The turnout and character of the weekend’s No Kings demonstrations speak for themselves and at great volume. But I wanted to say something about the naming and the focus of No Kings, which is emerging as something between a protest and a protest movement. It is a great good fortune for the country and the anti-Trump opposition that it has emerged in the way that it has, by which I mean the name itself, a deceptively resonant name and slogan with the deepest possible roots in American history. This brings with it a critical inclusivity, which grows out of the name itself and the lack of those specific and lengthy sets of demands that often characterize and ultimately fracture such movements.
I’ll say a few things here that favorably distinguish No Kings from what we might call “traditional” liberal or left-leaning protests. That includes some of those that featured prominently during the first Trump administration. But I’m not disparaging those. It’s simply that this is a specific moment in history and requires an especially broad tent. Its purpose and specific character must be different.
When I say “broad tent” there I’m sure it raises some people’s hackles, with the idea of watering down opposition or questing after inoffensiveness and notional median voters. But that’s the cleverness and the deft nature of the message. Is No Kings about the politicized Justice Department? Or violent ICE paramilitaries and Kavanaugh stops? Or a dictatorial presidency? Or gutting and corrupting the civil service? Or election rigging? Or military invasions of American cities? Or the flagrant corruption we see across all the Trump administration? It’s about all of it. And if there are some parts of it that are more important to you than others, that’s fine.
The jagged and total nature of the onslaught against the American Republic creates a clarity: We all know what we’re talking about. You don’t need to explain. The imperfect but orderly and generally lawful old way versus this. And when you say “No Kings,” you’re saying I don’t want this. I don’t accept presidential despotism. I’m here ready to show my face and say publicly that I will never accept it.
Even when I say “the old way” I can feel all those hoary and sectarian arguments threatening to rush forth and trample the moment. Was the “old way” really good? Is that “old way” enough? Wasn’t the old way sliding inevitably into this new way? Can we really say that Trumpism is new? Weren’t the roots of this always there? Wasn’t it ever thus? Blah blah blah blah.
There is both a truth and a logic to rooting opposition to Trumpism in the oldest political ideas baked into American civic culture. It is a collateral, a potent weapon that anyone would be a fool not to use as a tool to oppose Trumpism because Trumpism is so inimical to almost all the civic ideas, if not always the reality, most deeply embedded in American civic and political culture. Anyone who has ever read the Federalist Papers knows that anywhere between a third and a half of them are about Donald Trump. All the rhetoric and ideational world of the Revolutionary period and the second revolution of the Civil War rejects in a virtuous and unceremonious peristalsis the images of toadyism and sycophancy that are at the heart of the MAGA world. How could you not lean into that advantage? Those disagreements about America’s past or its future are real and ripe for discussion. The power of No Kings is that it makes them all secondary to the crisis of the moment and pulls a broad majority of the country into opposing this.

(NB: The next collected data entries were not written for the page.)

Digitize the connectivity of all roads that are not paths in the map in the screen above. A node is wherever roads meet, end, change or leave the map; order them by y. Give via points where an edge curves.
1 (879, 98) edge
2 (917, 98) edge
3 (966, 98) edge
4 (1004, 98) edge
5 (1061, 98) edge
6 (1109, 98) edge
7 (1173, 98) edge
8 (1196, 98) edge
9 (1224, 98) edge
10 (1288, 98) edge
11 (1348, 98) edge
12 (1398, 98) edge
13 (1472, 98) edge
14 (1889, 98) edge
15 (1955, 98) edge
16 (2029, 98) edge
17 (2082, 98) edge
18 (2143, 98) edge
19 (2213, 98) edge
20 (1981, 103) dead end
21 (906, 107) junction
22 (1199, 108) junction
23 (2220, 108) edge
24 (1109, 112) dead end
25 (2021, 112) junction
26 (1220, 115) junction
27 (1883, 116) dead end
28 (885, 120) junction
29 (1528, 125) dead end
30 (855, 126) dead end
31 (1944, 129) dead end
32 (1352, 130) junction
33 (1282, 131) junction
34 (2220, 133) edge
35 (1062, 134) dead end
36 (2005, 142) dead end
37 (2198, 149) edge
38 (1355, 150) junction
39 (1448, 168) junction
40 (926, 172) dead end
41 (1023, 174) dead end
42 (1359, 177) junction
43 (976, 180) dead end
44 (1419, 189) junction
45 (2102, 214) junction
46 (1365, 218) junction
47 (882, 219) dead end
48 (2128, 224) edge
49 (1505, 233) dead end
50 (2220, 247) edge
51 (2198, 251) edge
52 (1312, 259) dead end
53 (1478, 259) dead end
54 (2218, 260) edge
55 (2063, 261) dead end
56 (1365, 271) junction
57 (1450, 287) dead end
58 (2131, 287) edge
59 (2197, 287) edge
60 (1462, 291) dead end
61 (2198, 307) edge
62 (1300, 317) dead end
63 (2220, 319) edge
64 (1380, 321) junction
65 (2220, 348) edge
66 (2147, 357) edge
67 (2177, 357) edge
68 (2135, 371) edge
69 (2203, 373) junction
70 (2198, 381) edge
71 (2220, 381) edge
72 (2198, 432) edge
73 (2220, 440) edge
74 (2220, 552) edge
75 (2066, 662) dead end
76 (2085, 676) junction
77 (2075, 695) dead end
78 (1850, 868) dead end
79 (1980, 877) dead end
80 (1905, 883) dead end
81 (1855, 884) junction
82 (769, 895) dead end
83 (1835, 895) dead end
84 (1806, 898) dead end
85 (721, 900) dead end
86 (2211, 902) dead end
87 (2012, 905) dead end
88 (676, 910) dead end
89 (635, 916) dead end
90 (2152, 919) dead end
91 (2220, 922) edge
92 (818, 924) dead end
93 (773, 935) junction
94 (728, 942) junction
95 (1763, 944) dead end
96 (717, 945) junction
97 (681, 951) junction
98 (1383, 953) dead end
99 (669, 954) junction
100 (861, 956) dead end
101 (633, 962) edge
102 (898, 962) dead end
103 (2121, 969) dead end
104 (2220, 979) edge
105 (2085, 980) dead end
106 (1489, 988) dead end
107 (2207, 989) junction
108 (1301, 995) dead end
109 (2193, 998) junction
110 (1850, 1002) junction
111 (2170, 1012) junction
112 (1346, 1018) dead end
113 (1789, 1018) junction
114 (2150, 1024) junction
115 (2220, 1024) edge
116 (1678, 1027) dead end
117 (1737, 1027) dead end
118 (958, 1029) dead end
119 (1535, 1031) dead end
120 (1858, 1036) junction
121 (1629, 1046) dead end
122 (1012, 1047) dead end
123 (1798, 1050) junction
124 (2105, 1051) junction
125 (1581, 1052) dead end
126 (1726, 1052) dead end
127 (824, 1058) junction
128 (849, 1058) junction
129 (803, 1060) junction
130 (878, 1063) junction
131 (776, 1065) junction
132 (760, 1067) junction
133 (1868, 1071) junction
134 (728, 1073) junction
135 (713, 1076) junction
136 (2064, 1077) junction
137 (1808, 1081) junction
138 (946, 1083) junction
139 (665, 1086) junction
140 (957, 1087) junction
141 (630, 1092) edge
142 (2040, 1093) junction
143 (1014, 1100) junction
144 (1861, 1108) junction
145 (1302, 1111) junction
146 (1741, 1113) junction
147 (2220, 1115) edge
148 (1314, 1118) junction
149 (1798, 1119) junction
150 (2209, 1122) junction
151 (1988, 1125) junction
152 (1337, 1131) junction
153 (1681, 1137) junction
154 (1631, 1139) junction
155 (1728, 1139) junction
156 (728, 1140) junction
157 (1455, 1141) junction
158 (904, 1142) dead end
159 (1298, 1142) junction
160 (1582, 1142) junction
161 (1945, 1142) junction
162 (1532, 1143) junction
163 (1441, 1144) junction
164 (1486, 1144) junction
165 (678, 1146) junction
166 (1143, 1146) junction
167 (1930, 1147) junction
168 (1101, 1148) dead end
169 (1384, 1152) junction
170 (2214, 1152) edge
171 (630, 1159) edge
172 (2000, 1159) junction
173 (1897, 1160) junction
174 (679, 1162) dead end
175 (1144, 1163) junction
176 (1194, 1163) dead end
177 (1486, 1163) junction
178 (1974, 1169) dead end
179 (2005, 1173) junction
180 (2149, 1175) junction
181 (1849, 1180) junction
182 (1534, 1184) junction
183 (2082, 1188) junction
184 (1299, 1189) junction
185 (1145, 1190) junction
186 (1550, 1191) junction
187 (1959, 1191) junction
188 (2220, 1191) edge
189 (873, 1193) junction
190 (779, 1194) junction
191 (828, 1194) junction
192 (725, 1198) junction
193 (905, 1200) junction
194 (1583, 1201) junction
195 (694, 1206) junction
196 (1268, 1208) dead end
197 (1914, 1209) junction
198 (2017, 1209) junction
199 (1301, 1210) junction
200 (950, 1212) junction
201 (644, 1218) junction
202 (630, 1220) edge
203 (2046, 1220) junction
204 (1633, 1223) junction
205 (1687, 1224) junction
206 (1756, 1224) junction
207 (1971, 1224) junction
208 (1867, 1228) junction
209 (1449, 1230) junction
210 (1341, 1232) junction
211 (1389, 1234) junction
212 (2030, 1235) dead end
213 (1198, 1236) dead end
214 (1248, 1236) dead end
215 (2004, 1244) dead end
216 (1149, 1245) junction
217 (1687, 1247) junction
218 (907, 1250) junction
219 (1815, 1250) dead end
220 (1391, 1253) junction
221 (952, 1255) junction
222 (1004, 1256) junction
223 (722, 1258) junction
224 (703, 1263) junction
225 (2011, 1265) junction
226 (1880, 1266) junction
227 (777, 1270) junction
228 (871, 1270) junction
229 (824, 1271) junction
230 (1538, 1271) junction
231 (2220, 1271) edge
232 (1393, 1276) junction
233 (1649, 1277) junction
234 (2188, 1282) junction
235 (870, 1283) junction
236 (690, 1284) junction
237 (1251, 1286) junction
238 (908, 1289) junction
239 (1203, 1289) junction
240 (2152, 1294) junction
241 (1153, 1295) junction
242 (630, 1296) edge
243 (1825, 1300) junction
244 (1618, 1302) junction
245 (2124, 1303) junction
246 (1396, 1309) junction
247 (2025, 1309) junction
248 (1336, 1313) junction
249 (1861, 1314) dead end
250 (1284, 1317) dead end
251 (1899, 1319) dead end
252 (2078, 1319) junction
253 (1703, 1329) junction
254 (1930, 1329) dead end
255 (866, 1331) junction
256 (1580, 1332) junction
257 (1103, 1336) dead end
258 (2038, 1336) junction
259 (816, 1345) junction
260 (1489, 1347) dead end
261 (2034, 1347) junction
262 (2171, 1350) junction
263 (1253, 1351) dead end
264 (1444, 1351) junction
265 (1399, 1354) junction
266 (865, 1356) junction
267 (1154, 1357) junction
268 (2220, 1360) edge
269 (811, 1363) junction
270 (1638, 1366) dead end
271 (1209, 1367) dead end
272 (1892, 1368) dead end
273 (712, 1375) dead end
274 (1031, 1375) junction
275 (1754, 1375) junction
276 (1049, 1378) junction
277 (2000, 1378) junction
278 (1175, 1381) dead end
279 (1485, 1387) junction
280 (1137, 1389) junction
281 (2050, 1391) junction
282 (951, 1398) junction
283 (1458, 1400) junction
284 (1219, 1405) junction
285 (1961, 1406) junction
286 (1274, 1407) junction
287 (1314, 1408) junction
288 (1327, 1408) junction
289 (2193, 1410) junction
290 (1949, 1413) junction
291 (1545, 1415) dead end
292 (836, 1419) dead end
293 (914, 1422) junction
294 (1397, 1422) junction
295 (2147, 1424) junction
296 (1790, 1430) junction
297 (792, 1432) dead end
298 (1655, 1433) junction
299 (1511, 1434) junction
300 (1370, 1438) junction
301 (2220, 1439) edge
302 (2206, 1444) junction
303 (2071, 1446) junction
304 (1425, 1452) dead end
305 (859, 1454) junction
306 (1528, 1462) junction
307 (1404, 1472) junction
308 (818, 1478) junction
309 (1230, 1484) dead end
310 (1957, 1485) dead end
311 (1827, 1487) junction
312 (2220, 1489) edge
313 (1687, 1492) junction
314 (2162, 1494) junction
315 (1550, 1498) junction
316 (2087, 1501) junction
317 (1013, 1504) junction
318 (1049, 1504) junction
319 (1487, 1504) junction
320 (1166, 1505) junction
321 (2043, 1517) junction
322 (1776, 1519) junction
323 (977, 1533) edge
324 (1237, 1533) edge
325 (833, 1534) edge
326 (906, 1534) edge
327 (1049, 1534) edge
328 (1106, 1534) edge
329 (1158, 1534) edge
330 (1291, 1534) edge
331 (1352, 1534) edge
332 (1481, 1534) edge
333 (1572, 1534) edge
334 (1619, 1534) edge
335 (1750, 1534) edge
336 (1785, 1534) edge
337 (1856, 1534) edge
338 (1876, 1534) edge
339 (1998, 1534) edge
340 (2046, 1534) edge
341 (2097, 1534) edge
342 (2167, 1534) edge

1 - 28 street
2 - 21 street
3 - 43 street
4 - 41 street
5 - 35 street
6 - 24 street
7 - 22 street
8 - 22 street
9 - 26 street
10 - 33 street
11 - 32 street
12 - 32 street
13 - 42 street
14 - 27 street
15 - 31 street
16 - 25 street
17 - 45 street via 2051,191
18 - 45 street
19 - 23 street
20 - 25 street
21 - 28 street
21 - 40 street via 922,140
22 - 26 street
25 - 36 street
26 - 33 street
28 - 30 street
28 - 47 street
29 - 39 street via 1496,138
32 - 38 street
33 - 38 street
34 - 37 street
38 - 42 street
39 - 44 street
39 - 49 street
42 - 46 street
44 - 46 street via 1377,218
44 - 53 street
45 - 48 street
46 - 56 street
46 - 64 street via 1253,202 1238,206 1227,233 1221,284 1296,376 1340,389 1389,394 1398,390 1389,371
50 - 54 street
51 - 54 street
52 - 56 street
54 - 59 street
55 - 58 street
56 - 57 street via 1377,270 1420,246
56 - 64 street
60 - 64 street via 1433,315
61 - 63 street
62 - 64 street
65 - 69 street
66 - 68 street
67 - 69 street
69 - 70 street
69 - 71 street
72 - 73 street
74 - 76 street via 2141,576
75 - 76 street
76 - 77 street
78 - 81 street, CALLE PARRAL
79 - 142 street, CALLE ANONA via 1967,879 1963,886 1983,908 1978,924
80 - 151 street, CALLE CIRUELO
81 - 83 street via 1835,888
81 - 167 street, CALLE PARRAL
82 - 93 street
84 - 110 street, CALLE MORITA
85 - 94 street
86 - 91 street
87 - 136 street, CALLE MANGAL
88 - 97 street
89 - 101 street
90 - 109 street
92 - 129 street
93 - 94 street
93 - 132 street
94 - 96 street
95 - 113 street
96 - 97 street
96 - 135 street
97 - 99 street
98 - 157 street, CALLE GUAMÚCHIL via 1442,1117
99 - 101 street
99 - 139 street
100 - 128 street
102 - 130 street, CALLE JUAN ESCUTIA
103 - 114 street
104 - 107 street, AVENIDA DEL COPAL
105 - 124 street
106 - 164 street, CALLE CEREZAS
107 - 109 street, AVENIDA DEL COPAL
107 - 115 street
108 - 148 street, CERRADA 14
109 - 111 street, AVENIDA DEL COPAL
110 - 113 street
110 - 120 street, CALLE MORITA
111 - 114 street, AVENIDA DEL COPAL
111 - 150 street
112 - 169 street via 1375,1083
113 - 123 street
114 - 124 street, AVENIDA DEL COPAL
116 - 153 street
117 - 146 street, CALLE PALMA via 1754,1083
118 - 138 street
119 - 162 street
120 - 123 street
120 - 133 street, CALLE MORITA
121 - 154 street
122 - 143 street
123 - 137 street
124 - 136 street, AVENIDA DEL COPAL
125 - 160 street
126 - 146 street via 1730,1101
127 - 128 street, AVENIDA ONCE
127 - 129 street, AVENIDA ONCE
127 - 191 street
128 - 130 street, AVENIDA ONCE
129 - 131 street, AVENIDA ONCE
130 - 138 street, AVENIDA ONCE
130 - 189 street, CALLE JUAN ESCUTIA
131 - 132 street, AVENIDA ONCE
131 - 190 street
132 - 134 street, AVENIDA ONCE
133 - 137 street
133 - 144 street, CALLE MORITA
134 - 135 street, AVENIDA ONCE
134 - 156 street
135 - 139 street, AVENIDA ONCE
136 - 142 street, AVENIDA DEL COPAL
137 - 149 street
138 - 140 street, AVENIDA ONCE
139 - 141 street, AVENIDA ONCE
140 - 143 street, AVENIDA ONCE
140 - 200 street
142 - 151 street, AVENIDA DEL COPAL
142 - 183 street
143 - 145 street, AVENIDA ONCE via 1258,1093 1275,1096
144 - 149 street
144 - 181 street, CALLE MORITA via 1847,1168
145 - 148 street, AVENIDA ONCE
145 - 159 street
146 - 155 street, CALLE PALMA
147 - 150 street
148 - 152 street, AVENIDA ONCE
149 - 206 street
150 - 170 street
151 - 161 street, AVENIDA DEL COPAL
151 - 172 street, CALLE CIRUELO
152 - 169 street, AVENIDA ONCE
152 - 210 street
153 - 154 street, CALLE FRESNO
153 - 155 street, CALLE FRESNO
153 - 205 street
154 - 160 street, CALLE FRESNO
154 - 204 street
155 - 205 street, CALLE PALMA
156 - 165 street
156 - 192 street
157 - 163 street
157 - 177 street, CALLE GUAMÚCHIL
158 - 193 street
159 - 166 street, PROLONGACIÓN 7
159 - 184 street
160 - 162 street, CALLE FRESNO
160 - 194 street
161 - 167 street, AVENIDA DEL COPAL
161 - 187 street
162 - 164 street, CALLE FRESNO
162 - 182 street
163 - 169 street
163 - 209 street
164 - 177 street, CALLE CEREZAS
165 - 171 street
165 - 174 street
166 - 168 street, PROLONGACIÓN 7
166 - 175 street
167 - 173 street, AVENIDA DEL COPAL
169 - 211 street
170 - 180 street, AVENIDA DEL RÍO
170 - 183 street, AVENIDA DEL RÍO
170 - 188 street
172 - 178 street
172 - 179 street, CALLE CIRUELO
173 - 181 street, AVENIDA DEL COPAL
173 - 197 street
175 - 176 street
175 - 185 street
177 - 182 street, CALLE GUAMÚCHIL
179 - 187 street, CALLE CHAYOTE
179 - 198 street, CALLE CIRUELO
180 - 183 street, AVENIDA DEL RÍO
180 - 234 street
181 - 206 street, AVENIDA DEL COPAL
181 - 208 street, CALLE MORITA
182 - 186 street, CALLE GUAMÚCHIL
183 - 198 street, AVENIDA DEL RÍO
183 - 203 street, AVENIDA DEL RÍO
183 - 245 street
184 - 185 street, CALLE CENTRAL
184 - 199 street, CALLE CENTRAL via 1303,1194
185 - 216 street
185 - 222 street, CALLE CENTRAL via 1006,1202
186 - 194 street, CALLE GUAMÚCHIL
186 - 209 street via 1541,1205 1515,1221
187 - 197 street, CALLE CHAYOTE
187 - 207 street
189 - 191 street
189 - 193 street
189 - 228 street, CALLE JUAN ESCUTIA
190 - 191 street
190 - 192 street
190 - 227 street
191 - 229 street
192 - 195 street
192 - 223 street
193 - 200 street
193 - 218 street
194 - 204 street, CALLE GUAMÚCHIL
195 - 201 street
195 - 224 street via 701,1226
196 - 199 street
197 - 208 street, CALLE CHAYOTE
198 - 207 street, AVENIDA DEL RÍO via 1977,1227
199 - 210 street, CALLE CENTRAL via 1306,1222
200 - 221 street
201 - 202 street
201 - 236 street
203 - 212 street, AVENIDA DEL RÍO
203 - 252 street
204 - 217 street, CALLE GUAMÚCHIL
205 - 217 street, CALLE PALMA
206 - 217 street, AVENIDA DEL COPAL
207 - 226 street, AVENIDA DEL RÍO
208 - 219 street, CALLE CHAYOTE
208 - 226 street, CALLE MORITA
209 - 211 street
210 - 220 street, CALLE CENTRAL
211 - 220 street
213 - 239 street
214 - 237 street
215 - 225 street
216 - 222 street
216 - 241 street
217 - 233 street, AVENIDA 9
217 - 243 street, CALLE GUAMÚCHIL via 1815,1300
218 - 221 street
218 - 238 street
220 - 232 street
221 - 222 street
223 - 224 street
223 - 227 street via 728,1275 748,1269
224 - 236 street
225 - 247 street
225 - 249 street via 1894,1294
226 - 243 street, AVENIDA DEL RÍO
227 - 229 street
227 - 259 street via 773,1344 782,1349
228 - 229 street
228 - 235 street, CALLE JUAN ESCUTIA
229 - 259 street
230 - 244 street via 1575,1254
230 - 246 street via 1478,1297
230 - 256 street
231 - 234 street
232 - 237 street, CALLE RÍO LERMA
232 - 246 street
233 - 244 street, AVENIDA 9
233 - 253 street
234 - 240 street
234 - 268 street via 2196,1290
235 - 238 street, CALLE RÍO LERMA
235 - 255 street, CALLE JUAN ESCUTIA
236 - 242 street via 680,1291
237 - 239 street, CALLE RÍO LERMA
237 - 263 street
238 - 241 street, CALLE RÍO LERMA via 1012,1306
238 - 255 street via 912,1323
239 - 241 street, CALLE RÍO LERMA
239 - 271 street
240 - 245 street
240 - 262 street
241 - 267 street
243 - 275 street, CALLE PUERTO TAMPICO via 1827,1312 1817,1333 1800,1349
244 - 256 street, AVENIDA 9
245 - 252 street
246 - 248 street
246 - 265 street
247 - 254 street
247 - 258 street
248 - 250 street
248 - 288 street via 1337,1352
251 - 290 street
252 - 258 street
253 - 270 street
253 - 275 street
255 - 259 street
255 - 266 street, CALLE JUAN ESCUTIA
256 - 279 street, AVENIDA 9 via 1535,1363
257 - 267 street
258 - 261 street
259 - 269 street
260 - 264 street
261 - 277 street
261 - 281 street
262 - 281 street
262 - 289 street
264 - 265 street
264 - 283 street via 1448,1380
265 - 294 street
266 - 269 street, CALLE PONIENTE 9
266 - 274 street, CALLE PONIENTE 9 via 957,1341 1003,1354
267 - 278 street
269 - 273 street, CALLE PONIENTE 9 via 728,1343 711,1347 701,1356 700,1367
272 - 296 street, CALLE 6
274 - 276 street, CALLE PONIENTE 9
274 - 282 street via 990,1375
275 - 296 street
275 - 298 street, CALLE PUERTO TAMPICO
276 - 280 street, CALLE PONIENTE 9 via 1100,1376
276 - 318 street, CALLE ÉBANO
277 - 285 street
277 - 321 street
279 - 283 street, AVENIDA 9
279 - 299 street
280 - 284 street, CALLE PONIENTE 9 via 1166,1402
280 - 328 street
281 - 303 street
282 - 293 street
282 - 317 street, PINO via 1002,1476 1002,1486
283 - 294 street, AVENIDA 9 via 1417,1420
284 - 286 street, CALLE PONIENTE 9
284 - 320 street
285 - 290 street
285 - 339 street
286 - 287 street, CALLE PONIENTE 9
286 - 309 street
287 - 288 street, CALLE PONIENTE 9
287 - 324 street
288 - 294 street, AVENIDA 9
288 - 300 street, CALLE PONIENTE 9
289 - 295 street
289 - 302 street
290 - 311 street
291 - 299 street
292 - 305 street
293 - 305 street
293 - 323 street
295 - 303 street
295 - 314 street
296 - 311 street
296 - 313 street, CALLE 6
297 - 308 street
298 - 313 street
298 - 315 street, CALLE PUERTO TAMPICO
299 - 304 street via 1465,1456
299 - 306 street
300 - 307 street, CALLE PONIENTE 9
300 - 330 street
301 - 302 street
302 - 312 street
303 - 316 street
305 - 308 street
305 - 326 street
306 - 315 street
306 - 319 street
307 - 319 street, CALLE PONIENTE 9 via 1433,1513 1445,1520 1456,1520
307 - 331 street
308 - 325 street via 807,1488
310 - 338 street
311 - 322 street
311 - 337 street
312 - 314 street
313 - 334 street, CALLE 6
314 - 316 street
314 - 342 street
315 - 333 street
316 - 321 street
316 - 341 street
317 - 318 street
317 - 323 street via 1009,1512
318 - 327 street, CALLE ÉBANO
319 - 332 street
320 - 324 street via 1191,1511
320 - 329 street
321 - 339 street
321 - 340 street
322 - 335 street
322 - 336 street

It is an inclusiveness and broad-tentedness that manages to be both elastic and uncompromising. That’s rooted in the signature message.
I don’t know if the phrase No Kings caught on before the demonstrations were organized around it. My understanding is that Indivisible (an absolutely essential organization that is far more influential and critical than you may even realize) took the lead in bringing it together and then partnered with other well-known progressive or liberal organizations in bringing it to fruition.
No Kings has prioritized what we might call an orderly and normie vibe to their events. They’ve also put a focus on deescalation techniques to avoid events either being infiltrated by troublemakers, or knocked off the rails by people who prefer a different kind of protest culture, or simply getting overheated in the way that can happen when you get tens of thousands of people together. In our last podcast, Kate Riga and I talked about what role this plays in peoples’ impression of the protests, how they appear to non-participants and those floating uncommitted voters who will determine the future. In this kind of environment, there is obviously a big plus to providing no avenues or excuses for MAGA to demonize the opposition or present it as dangerous or as a threat. Trump’s lackeys on Capitol Hill ended up looking absurd with all their claims about “hate America rallies” and “pro-terrorist Democrats.” But there’s another part of the collective visuals that are even more important.
The No Kings demonstrations speak for themselves by their breadth and size, and just as much the fact that millions of Americans are perfectly willing and ready to stand in public saying they won’t stand for this. They’re unbowed and their numbers are massive. They stand squarely in the most formative and basic traditions of the American Republic: no Kings. They make clear that Donald Trump’s conquest of the American Republic is far from complete and is in fact unlikely to ultimately succeed.